In that run were big hits like “Sundown” and “The Wreck of the Edmund Fitzgerald,” and his first hit, “If You Could Read My Mind.” Each has its own story. The “hard-lovin’ woman” in “Sundown,” for example, was inspired by Cathy Smith, Lightfoot’s girlfriend of time, who later went on to some infamy, as she was the person who injected John Belushi with a fatal speedball of heroin and cocaine.
It may sound like an old legend from the “big lake the call Gitche Goome,” but the Edmund Fitzgerald was a ship that sank in Lake Superior in 1975. The story was fresh in Lightfoot’s mind while he and his band were cutting tracks for the Summertime Dream album. The song that went on to be a hit, reaching #2 on the U.S. pop charts. (For fun, play the song for someone who’s never heard it, preferably someone younger, and explain that this 7 minute dirgy song about a freighter that sank in one of the great lakes in the mid ‘70s was an actual bonafide pop hit. Then watch their facial expressions.)
Anyway, the version of “The Wreck of the Edmund Fitzgerald,” that went on to be played on pop radio wasn’t just a first take, but also the first time that he and his band had ever played it. That or any of these other songs wouldn’t have been hits if not for the girlfriend of the younger brother of a Warner Bros. Records promo guy. Lightfoot’s Sit Down Young Stranger album had stalled at 80,000 copies shipped. At a loss, the Warner Bros. exec told his brother and his girl to give it a listen; the brother returned and said, “she likes “If You Could Read My Mind.” The single made it to a Seattle DJ, who played it a lot, and from there, the song, and the album which was renamed If You Could Read My Mind at Lightfoot’s objection2, were foundational hits for him.
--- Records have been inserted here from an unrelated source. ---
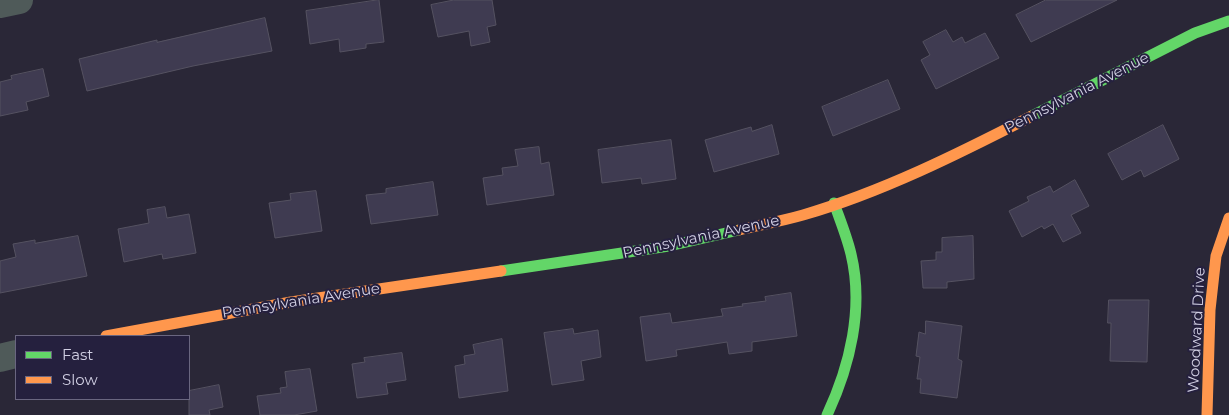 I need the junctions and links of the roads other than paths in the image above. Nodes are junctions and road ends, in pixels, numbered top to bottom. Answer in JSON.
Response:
{"nodes":[{"id":1,"x":18,"y":0,"type":"edge"},
{"id":2,"x":0,"y":4,"type":"edge"},
{"id":3,"x":1229,"y":21,"type":"edge"},
{"id":4,"x":834,"y":204,"type":"junction"},
{"id":5,"x":1229,"y":218,"type":"edge"},
{"id":6,"x":111,"y":335,"type":"edge"},
{"id":7,"x":15,"y":354,"type":"edge"},
{"id":8,"x":0,"y":358,"type":"edge"},
{"id":9,"x":827,"y":415,"type":"edge"},
{"id":10,"x":1207,"y":415,"type":"edge"}],
"edges":[{"from":1,"to":2,"type":"street"},
{"from":3,"to":4,"type":"street","name":"Pennsylvania Avenue"},
{"from":4,"to":6,"type":"street","name":"Pennsylvania Avenue"},
{"from":4,"to":9,"type":"street"},
{"from":5,"to":10,"type":"street","name":"Woodward Drive"},
{"from":7,"to":8,"type":"street"}]} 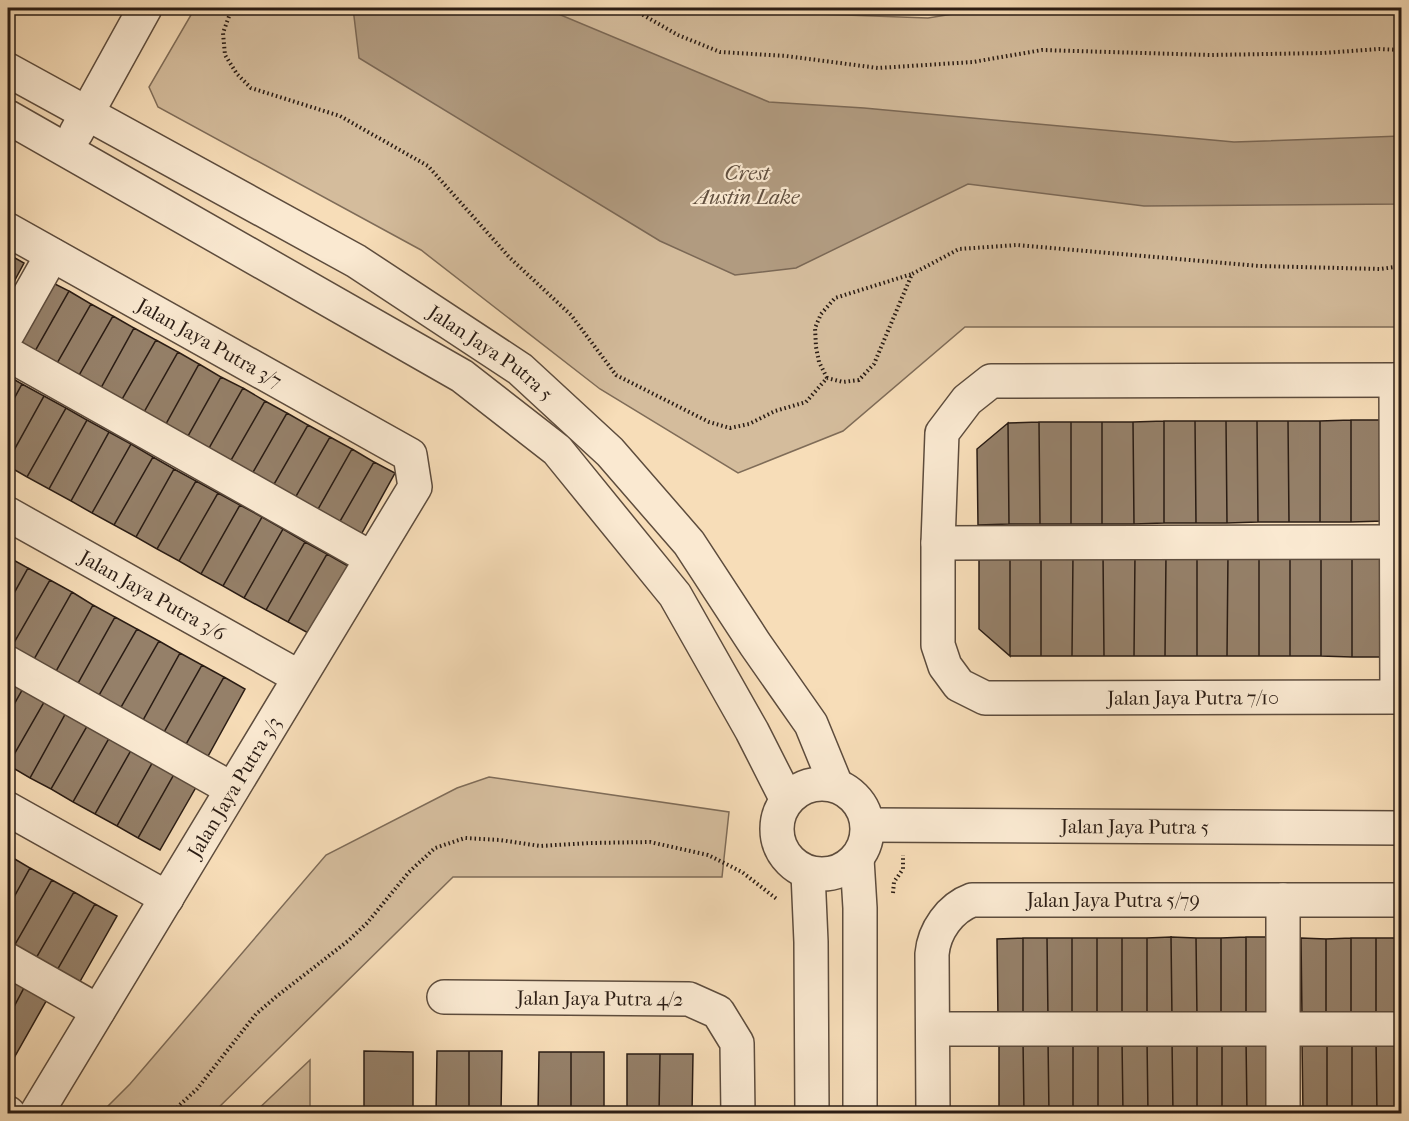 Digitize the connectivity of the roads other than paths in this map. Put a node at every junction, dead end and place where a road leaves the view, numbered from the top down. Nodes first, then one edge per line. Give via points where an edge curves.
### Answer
1 (144, 8) edge
2 (8, 70) edge
3 (86, 114) junction
4 (8, 117) edge
5 (66, 150) junction
6 (8, 230) edge
7 (52, 255) junction
8 (8, 333) edge
9 (8, 354) edge
10 (1399, 380) edge
11 (410, 455) joint
12 (8, 514) edge
13 (938, 543) junction
14 (1399, 543) edge
15 (371, 558) junction
16 (8, 663) edge
17 (300, 677) junction
18 (1399, 697) edge
19 (836, 785) junction
20 (232, 789) junction
21 (786, 800) junction
22 (1401, 805) edge
23 (8, 809) edge
24 (868, 825) junction
25 (1370, 828) junction
26 (1401, 828) edge
27 (857, 859) junction
28 (808, 873) junction
29 (167, 898) junction
30 (1283, 900) junction
31 (1401, 900) edge
32 (8, 960) edge
33 (444, 997) dead end
34 (99, 1011) junction
35 (933, 1029) junction
36 (1401, 1029) edge
37 (1283, 1030) junction
38 (36, 1113) edge
39 (738, 1113) edge
40 (812, 1113) edge
41 (860, 1113) edge
42 (933, 1113) edge
43 (1283, 1113) edge

1 - 3 street
2 - 3 street, Jalan Jaya Putra 5
3 - 5 street
3 - 19 street, Jalan Jaya Putra 5 via 356,261 520,369 610,452 689,543 811,724
4 - 5 street, Jalan Jaya Putra 5
5 - 21 street, Jalan Jaya Putra 5 via 462,376 557,450 675,595
6 - 7 street, Jalan Jaya Putra 3/7
7 - 8 street
7 - 11 street, Jalan Jaya Putra 3/7
9 - 15 street
10 - 13 street via 991,381 967,400 942,433
10 - 14 street
11 - 15 street, Jalan Jaya Putra 3/3 via 415,487
12 - 17 street, Jalan Jaya Putra 3/6
13 - 14 street
13 - 18 street, Jalan Jaya Putra 7/10 via 938,645 945,666 959,686 985,698
14 - 18 street
15 - 17 street, Jalan Jaya Putra 3/3
16 - 20 street
17 - 20 street, Jalan Jaya Putra 3/3
19 - 21 street via 801,788
19 - 24 street via 863,808
20 - 29 street, Jalan Jaya Putra 3/3
21 - 28 street via 778,815 776,833 781,850 792,864
22 - 25 street
23 - 29 street
24 - 25 street, Jalan Jaya Putra 5
24 - 27 street via 866,843
25 - 26 street, Jalan Jaya Putra 5
27 - 28 street via 843,870 826,875
27 - 41 street
28 - 40 street
29 - 34 street, Jalan Jaya Putra 3/3
30 - 31 street, Jalan Jaya Putra 5/79
30 - 35 street, Jalan Jaya Putra 5/79 via 972,900 955,909 933,942
30 - 37 street
32 - 34 street
33 - 39 street, Jalan Jaya Putra 4/2 via 689,999 718,1012 737,1043
34 - 38 street, Jalan Jaya Putra 3/3
35 - 37 street
35 - 42 street, Jalan Jaya Putra 5/79
36 - 37 street
37 - 43 street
So maybe those are better songs to dive into to give Gordon Lightfoot his due, which from me was late in coming. “Carefree Highway” aged just a bit better, I think.
8 Song Playlist
Mark Stewart died last week at age 62.. The Pop Group and Stewart’s solo work pushed against the barricades of what art could be. It holds up well in these times, I think. This music — so much necessary, fractious noise — couldn’t be more different from the subject of this week’s newsletter, but I hope you give it a listen.
Thank You
Thanks to those of you who are new here. Welcome. Every time I get an email announcing a new subscriber, I read it with a bit of disbelief. As you can figure by juxtaposing Gordon Lightfoot with and artist like Mark Stewart, genre isn’t important here, just what music can make you feel.
Air travel is almost always associated with the loneliness of distance, not the romance. To quote Lightfoot’s “Early Morning Rain,” “You can't jump a jet plane like you can a freight train”
Lightfoot flew to L.A. from Toronto to express his umbrage at the title change. Famed Warner Bros. exec Lenny Waronker ask this: “Did you take algebra? Do you understand the difference between X and 7X?”